*Goal of the exercise*. Reproduce the full set of records verbatim.

*Input*.
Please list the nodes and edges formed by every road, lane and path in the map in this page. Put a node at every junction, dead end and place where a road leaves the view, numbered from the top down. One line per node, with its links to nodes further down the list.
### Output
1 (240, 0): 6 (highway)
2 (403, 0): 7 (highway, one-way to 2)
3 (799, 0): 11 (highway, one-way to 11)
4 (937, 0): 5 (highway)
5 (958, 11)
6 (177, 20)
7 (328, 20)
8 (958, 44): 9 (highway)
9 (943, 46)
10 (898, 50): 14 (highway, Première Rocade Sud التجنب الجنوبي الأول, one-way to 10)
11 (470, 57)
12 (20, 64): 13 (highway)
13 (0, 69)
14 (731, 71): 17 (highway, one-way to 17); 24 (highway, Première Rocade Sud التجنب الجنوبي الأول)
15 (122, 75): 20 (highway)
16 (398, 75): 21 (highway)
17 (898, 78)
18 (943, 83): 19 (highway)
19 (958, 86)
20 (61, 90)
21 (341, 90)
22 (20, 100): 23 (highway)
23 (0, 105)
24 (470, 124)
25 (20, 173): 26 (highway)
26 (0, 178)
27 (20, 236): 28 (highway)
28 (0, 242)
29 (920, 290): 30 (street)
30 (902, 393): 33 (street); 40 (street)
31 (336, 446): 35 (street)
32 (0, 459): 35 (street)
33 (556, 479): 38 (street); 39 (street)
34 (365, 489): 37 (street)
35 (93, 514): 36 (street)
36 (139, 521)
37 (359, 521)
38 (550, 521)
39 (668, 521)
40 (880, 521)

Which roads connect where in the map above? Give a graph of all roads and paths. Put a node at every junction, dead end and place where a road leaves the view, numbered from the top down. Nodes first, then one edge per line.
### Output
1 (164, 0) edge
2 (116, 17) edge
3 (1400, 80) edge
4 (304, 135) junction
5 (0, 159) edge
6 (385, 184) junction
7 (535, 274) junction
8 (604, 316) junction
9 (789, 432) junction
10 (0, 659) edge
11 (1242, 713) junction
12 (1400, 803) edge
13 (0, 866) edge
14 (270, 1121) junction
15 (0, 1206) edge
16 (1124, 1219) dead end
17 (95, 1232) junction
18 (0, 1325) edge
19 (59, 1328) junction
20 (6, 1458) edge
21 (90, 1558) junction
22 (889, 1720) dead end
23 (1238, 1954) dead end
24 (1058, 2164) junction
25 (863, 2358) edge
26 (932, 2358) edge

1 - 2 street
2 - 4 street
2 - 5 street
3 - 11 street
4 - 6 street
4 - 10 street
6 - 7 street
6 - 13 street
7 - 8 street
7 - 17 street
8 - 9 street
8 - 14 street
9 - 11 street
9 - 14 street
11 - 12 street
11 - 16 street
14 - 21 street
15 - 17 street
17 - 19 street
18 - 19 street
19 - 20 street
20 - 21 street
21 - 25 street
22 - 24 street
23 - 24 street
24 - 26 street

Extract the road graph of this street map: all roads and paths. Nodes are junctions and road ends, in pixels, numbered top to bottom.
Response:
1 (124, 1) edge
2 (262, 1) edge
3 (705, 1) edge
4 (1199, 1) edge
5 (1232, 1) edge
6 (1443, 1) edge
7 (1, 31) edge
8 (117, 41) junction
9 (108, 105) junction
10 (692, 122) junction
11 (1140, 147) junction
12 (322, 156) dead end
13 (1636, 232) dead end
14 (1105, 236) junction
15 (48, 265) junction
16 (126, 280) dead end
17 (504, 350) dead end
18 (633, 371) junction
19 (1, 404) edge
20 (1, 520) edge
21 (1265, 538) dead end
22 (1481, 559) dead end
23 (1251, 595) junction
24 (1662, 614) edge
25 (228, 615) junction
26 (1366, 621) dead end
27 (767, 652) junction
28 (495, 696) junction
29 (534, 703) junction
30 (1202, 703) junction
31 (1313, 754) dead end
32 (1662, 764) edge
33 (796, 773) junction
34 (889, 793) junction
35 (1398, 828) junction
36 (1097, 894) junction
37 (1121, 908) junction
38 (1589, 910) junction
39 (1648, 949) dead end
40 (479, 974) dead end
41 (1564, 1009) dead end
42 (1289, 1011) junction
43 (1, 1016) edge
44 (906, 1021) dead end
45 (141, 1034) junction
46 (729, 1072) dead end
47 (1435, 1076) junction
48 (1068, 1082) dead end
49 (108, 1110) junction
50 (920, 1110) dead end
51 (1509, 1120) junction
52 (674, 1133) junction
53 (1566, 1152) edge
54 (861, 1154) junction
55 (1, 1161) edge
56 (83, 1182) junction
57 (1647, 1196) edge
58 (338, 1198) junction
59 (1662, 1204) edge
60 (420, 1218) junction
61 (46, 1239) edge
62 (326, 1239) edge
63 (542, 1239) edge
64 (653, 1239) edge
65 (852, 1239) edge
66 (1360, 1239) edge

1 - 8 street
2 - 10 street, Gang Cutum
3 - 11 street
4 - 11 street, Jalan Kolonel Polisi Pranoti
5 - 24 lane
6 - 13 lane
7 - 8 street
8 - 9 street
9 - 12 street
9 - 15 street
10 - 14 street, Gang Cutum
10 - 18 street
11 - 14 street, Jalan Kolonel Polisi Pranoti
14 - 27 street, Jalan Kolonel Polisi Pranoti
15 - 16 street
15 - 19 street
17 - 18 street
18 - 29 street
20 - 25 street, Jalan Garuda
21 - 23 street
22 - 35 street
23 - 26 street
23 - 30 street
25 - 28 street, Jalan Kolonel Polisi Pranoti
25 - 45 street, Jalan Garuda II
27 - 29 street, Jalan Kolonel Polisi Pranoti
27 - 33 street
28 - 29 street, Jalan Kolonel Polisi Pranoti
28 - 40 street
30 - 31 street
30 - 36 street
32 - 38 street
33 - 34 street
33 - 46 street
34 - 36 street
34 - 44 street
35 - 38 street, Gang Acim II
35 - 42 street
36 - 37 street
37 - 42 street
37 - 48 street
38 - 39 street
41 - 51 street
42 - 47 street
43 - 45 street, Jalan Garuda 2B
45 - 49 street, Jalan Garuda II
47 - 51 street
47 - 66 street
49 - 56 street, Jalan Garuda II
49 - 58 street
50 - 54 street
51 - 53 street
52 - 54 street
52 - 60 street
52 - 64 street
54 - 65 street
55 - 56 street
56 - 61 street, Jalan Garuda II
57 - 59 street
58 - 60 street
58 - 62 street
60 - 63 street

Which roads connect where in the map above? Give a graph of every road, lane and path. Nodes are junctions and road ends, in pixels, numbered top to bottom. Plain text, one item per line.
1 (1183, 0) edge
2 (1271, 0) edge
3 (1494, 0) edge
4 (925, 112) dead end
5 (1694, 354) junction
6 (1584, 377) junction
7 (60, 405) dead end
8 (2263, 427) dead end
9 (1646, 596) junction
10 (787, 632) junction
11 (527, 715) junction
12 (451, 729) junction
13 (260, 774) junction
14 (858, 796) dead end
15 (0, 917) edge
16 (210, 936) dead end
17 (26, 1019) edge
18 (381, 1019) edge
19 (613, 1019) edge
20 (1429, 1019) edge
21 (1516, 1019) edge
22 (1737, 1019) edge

*Response box*.
Please list the nodes and edges formed by every road, lane and path in the map in this page. Put a node at every junction, dead end and place where a road leaves the view, numbered from the top down. One line per node, with its links to nodes further down the list.
### Output
1 (240, 0): 6 (highway)
2 (403, 0): 7 (highway, one-way to 2)
3 (799, 0): 11 (highway, one-way to 11)
4 (937, 0): 5 (highway)
5 (958, 11)
6 (177, 20)
7 (328, 20)
8 (958, 44): 9 (highway)
9 (943, 46)
10 (898, 50): 14 (highway, Première Rocade Sud التجنب الجنوبي الأول, one-way to 10)
11 (470, 57)
12 (20, 64): 13 (highway)
13 (0, 69)
14 (731, 71): 17 (highway, one-way to 17); 24 (highway, Première Rocade Sud التجنب الجنوبي الأول)
15 (122, 75): 20 (highway)
16 (398, 75): 21 (highway)
17 (898, 78)
18 (943, 83): 19 (highway)
19 (958, 86)
20 (61, 90)
21 (341, 90)
22 (20, 100): 23 (highway)
23 (0, 105)
24 (470, 124)
25 (20, 173): 26 (highway)
26 (0, 178)
27 (20, 236): 28 (highway)
28 (0, 242)
29 (920, 290): 30 (street)
30 (902, 393): 33 (street); 40 (street)
31 (336, 446): 35 (street)
32 (0, 459): 35 (street)
33 (556, 479): 38 (street); 39 (street)
34 (365, 489): 37 (street)
35 (93, 514): 36 (street)
36 (139, 521)
37 (359, 521)
38 (550, 521)
39 (668, 521)
40 (880, 521)

Which roads connect where in the map above? Give a graph of all roads and paths. Put a node at every junction, dead end and place where a road leaves the view, numbered from the top down. Nodes first, then one edge per line.
### Output
1 (164, 0) edge
2 (116, 17) edge
3 (1400, 80) edge
4 (304, 135) junction
5 (0, 159) edge
6 (385, 184) junction
7 (535, 274) junction
8 (604, 316) junction
9 (789, 432) junction
10 (0, 659) edge
11 (1242, 713) junction
12 (1400, 803) edge
13 (0, 866) edge
14 (270, 1121) junction
15 (0, 1206) edge
16 (1124, 1219) dead end
17 (95, 1232) junction
18 (0, 1325) edge
19 (59, 1328) junction
20 (6, 1458) edge
21 (90, 1558) junction
22 (889, 1720) dead end
23 (1238, 1954) dead end
24 (1058, 2164) junction
25 (863, 2358) edge
26 (932, 2358) edge

1 - 2 street
2 - 4 street
2 - 5 street
3 - 11 street
4 - 6 street
4 - 10 street
6 - 7 street
6 - 13 street
7 - 8 street
7 - 17 street
8 - 9 street
8 - 14 street
9 - 11 street
9 - 14 street
11 - 12 street
11 - 16 street
14 - 21 street
15 - 17 street
17 - 19 street
18 - 19 street
19 - 20 street
20 - 21 street
21 - 25 street
22 - 24 street
23 - 24 street
24 - 26 street

Extract the road graph of this street map: all roads and paths. Nodes are junctions and road ends, in pixels, numbered top to bottom.
Response:
1 (124, 1) edge
2 (262, 1) edge
3 (705, 1) edge
4 (1199, 1) edge
5 (1232, 1) edge
6 (1443, 1) edge
7 (1, 31) edge
8 (117, 41) junction
9 (108, 105) junction
10 (692, 122) junction
11 (1140, 147) junction
12 (322, 156) dead end
13 (1636, 232) dead end
14 (1105, 236) junction
15 (48, 265) junction
16 (126, 280) dead end
17 (504, 350) dead end
18 (633, 371) junction
19 (1, 404) edge
20 (1, 520) edge
21 (1265, 538) dead end
22 (1481, 559) dead end
23 (1251, 595) junction
24 (1662, 614) edge
25 (228, 615) junction
26 (1366, 621) dead end
27 (767, 652) junction
28 (495, 696) junction
29 (534, 703) junction
30 (1202, 703) junction
31 (1313, 754) dead end
32 (1662, 764) edge
33 (796, 773) junction
34 (889, 793) junction
35 (1398, 828) junction
36 (1097, 894) junction
37 (1121, 908) junction
38 (1589, 910) junction
39 (1648, 949) dead end
40 (479, 974) dead end
41 (1564, 1009) dead end
42 (1289, 1011) junction
43 (1, 1016) edge
44 (906, 1021) dead end
45 (141, 1034) junction
46 (729, 1072) dead end
47 (1435, 1076) junction
48 (1068, 1082) dead end
49 (108, 1110) junction
50 (920, 1110) dead end
51 (1509, 1120) junction
52 (674, 1133) junction
53 (1566, 1152) edge
54 (861, 1154) junction
55 (1, 1161) edge
56 (83, 1182) junction
57 (1647, 1196) edge
58 (338, 1198) junction
59 (1662, 1204) edge
60 (420, 1218) junction
61 (46, 1239) edge
62 (326, 1239) edge
63 (542, 1239) edge
64 (653, 1239) edge
65 (852, 1239) edge
66 (1360, 1239) edge

1 - 8 street
2 - 10 street, Gang Cutum
3 - 11 street
4 - 11 street, Jalan Kolonel Polisi Pranoti
5 - 24 lane
6 - 13 lane
7 - 8 street
8 - 9 street
9 - 12 street
9 - 15 street
10 - 14 street, Gang Cutum
10 - 18 street
11 - 14 street, Jalan Kolonel Polisi Pranoti
14 - 27 street, Jalan Kolonel Polisi Pranoti
15 - 16 street
15 - 19 street
17 - 18 street
18 - 29 street
20 - 25 street, Jalan Garuda
21 - 23 street
22 - 35 street
23 - 26 street
23 - 30 street
25 - 28 street, Jalan Kolonel Polisi Pranoti
25 - 45 street, Jalan Garuda II
27 - 29 street, Jalan Kolonel Polisi Pranoti
27 - 33 street
28 - 29 street, Jalan Kolonel Polisi Pranoti
28 - 40 street
30 - 31 street
30 - 36 street
32 - 38 street
33 - 34 street
33 - 46 street
34 - 36 street
34 - 44 street
35 - 38 street, Gang Acim II
35 - 42 street
36 - 37 street
37 - 42 street
37 - 48 street
38 - 39 street
41 - 51 street
42 - 47 street
43 - 45 street, Jalan Garuda 2B
45 - 49 street, Jalan Garuda II
47 - 51 street
47 - 66 street
49 - 56 street, Jalan Garuda II
49 - 58 street
50 - 54 street
51 - 53 street
52 - 54 street
52 - 60 street
52 - 64 street
54 - 65 street
55 - 56 street
56 - 61 street, Jalan Garuda II
57 - 59 street
58 - 60 street
58 - 62 street
60 - 63 street

Which roads connect where in the map above? Give a graph of every road, lane and path. Nodes are junctions and road ends, in pixels, numbered top to bottom. Plain text, one item per line.
1 (1183, 0) edge
2 (1271, 0) edge
3 (1494, 0) edge
4 (925, 112) dead end
5 (1694, 354) junction
6 (1584, 377) junction
7 (60, 405) dead end
8 (2263, 427) dead end
9 (1646, 596) junction
10 (787, 632) junction
11 (527, 715) junction
12 (451, 729) junction
13 (260, 774) junction
14 (858, 796) dead end
15 (0, 917) edge
16 (210, 936) dead end
17 (26, 1019) edge
18 (381, 1019) edge
19 (613, 1019) edge
20 (1429, 1019) edge
21 (1516, 1019) edge
22 (1737, 1019) edge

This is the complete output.